Former L.A. Mayor Eric Garcetti returns from India for Milken conference
A little more than a year after leaving Southern California for New Delhi, former Los Angeles Mayor Eric Garcetti returned home for a packed schedule of panels at the Milken Institute Global Conference.
This is Garcetti's second trip back to Los Angeles since he was confirmed to serve as U.S. ambassador to India in March 2023, 20 months after he was first nominated to the post. The former mayor's appointment was dogged by questions about whether he knew, or should have known, about a former top aide’s alleged sexual harassment of colleagues.
The ambassadorship has given the close Biden ally the opportunity to relaunch his political career thousands of miles from the lingering scandal at L.A. City Hall.
Garcetti was a frequent participant at the luminary-packed annual Beverly Hilton conference while he was mayor, but his focus this year was on India, rather than the City of Angels. He participated in an opening fireside chat Sunday and three panels Tuesday, two of which were livestreamed.
"It's such an incredible convening," Garcetti said of the Milken conference, praising its importance to the city and the heft of its attendees. "I always found it to be such an amazing place to connect L.A. with the world and vice versa. And now I'm a part of that world, connecting with L.A. this time."
Read more: Free from L.A., Eric Garcetti is reinventing himself in India
During a Tuesday morning panel with several business leaders focused on investment in India, Garcetti described the country as "a place where the dynamism of the economy, the youth and the optimism of the population, and the raw opportunities and energy is almost unmatched in the world."

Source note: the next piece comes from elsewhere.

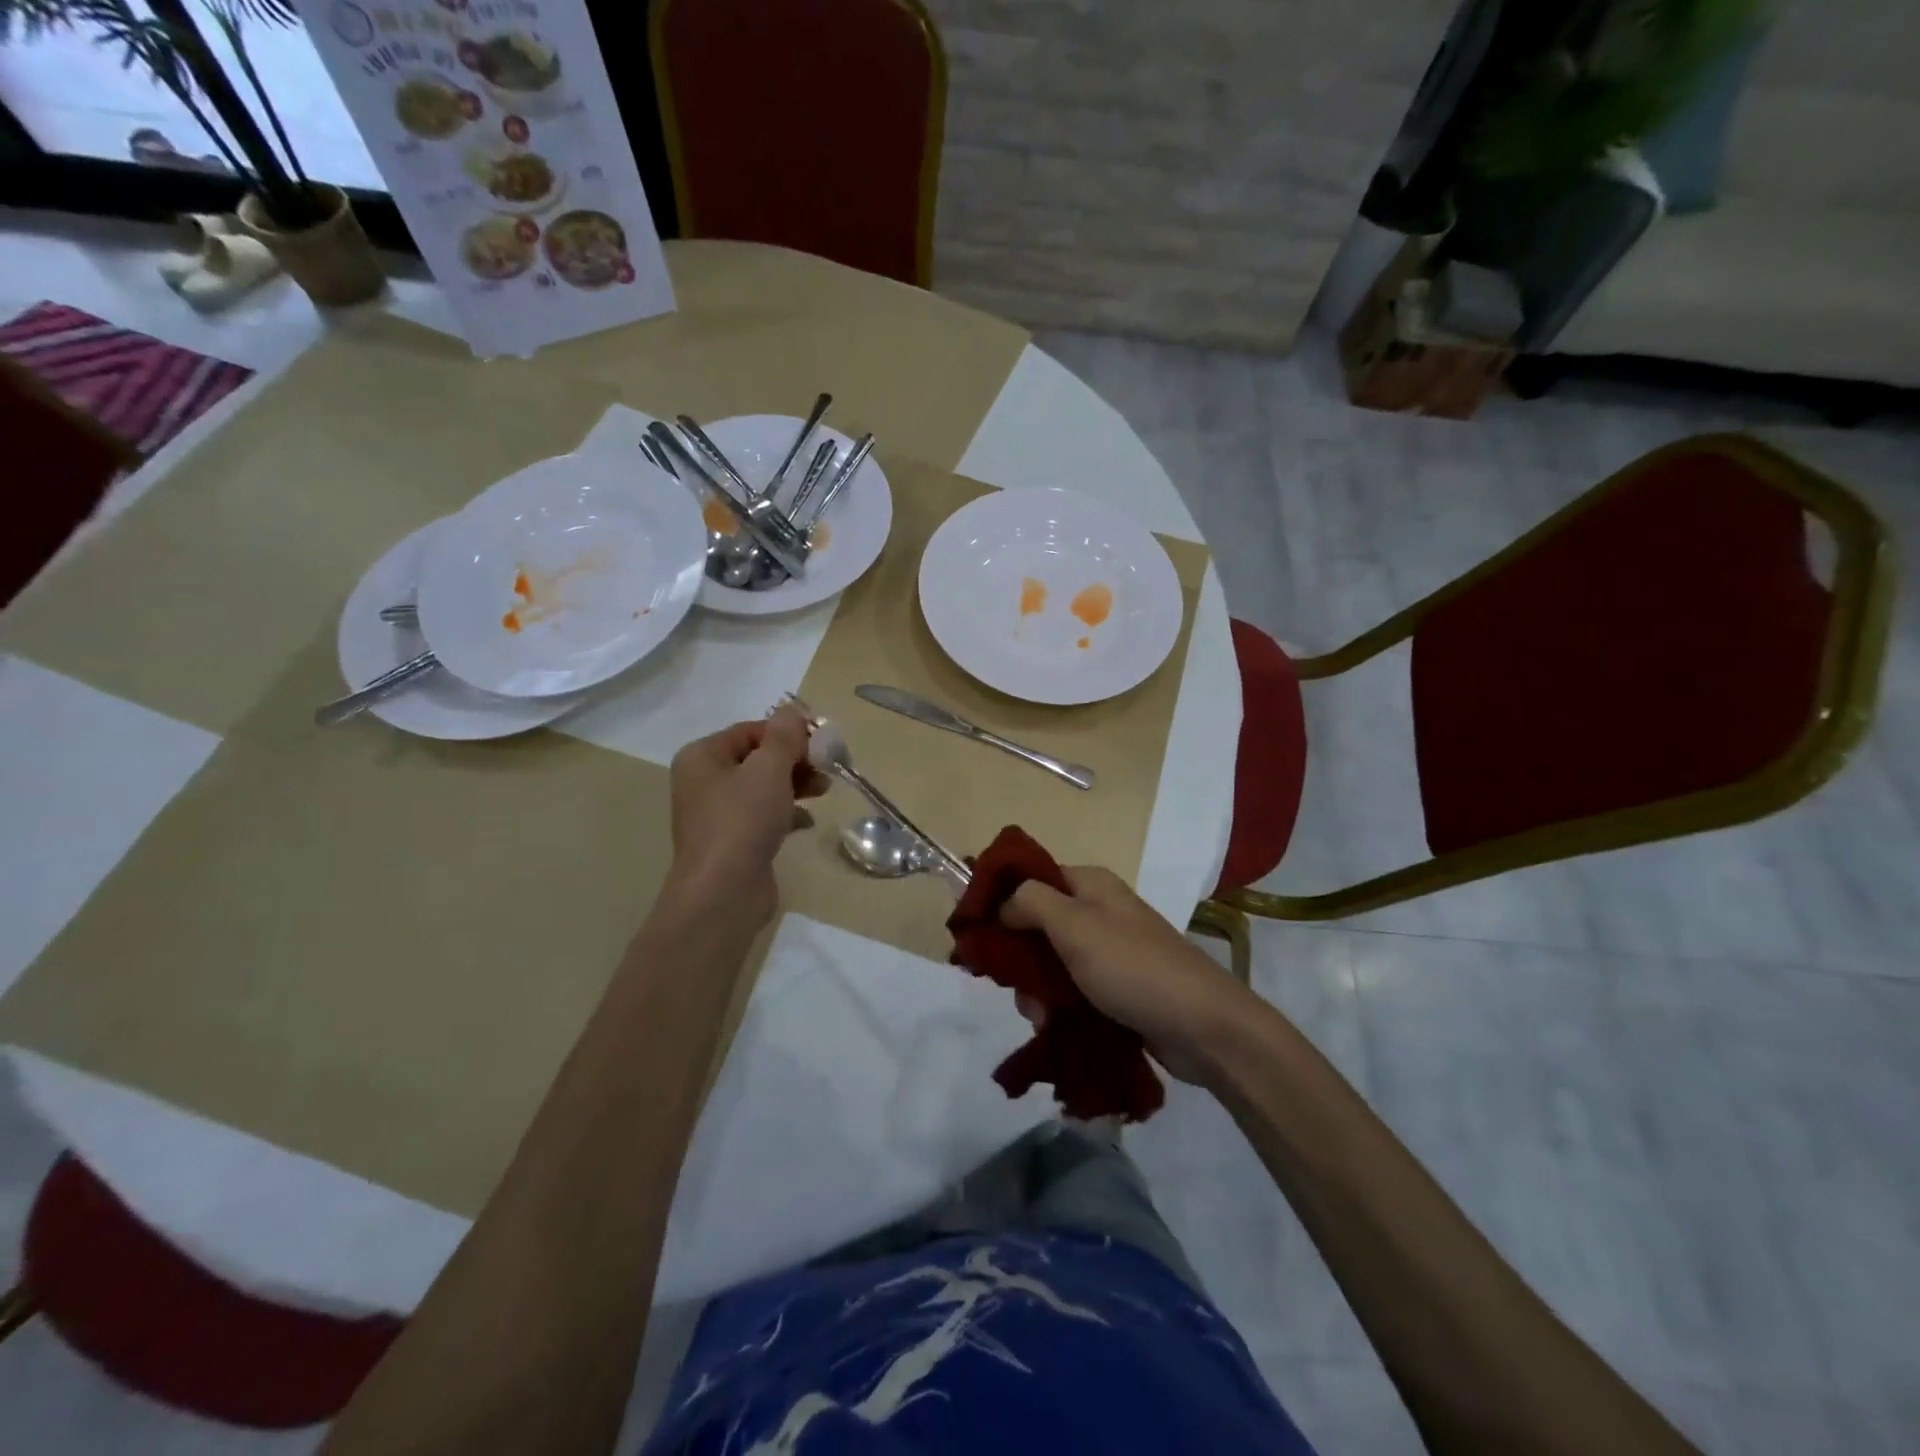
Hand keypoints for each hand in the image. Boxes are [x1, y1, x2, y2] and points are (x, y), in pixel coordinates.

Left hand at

He described himself as a "bridge between the two largest democracies in the world" and said part of his mission as ambassador was to help Americans get to know India as well as Indians know America, "because India and Indians know America and Americans so much better because of decades of immigration, contributions [and] engagement."
The former mayor, who was a powerful booster for Los Angeles while in City Hall, at one point lapsed into a familiar riff about where to go to see the future, except this time, India — and not Los Angeles — was the destination in question.
His second panel on Tuesday, titled "The U.S.-India Relationship: Possibilities and Perspectives from Investors and Indian Business Leaders," was closed to the public. He appeared on a third panel Tuesday afternoon about the future of statecraft and diplomacy alongside ambassadors to the U.S. from Panama and Australia and a State Department official.
During the panel, Garcetti spoke about how he had studied international relations and always thought he would go into human rights, international development or diplomacy work, surprising people when he first ran for Los Angeles City Council in 2001.
While in Los Angeles Garcetti visited his parents, former L.A. Dist. Atty. Gil Garcetti and Sukey Garcetti, his sister and brother-in-law and his former foster kids, he said. His wife, Amy Wakeland, and young daughter remained in India because of her school schedule, he said.
The stop in the Los Angeles was part of a five-city trip that included a military event in Honolulu and a talk Monday at Stanford's Hoover Institution. Garcetti also met with Indian American tech leaders in Silicon Valley and Indian students at Stanford. He will also attend a series of White House and State Department meetings in Washington, where he will give a Council on Foreign Relations keynote address, followed by a stop in New York before departing for India on Saturday.
Garcetti said that he and Mayor Karen Bass "talk all the time." He spoke to The Times while driving his mother's Subaru down Wilshire Boulevard toward Getty House, the mayoral residence, to visit with his successor.
"It's funny, I'm driving myself to the house I used to live to meet the mayor," Garcetti said with a hearty laugh. He marveled at the progress on the D Line subway extension along Wilshire, on which he had broken ground as mayor.
His new job is "extraordinary," he said, though he does miss taco trucks and bagels, both of which are hard to come by in India.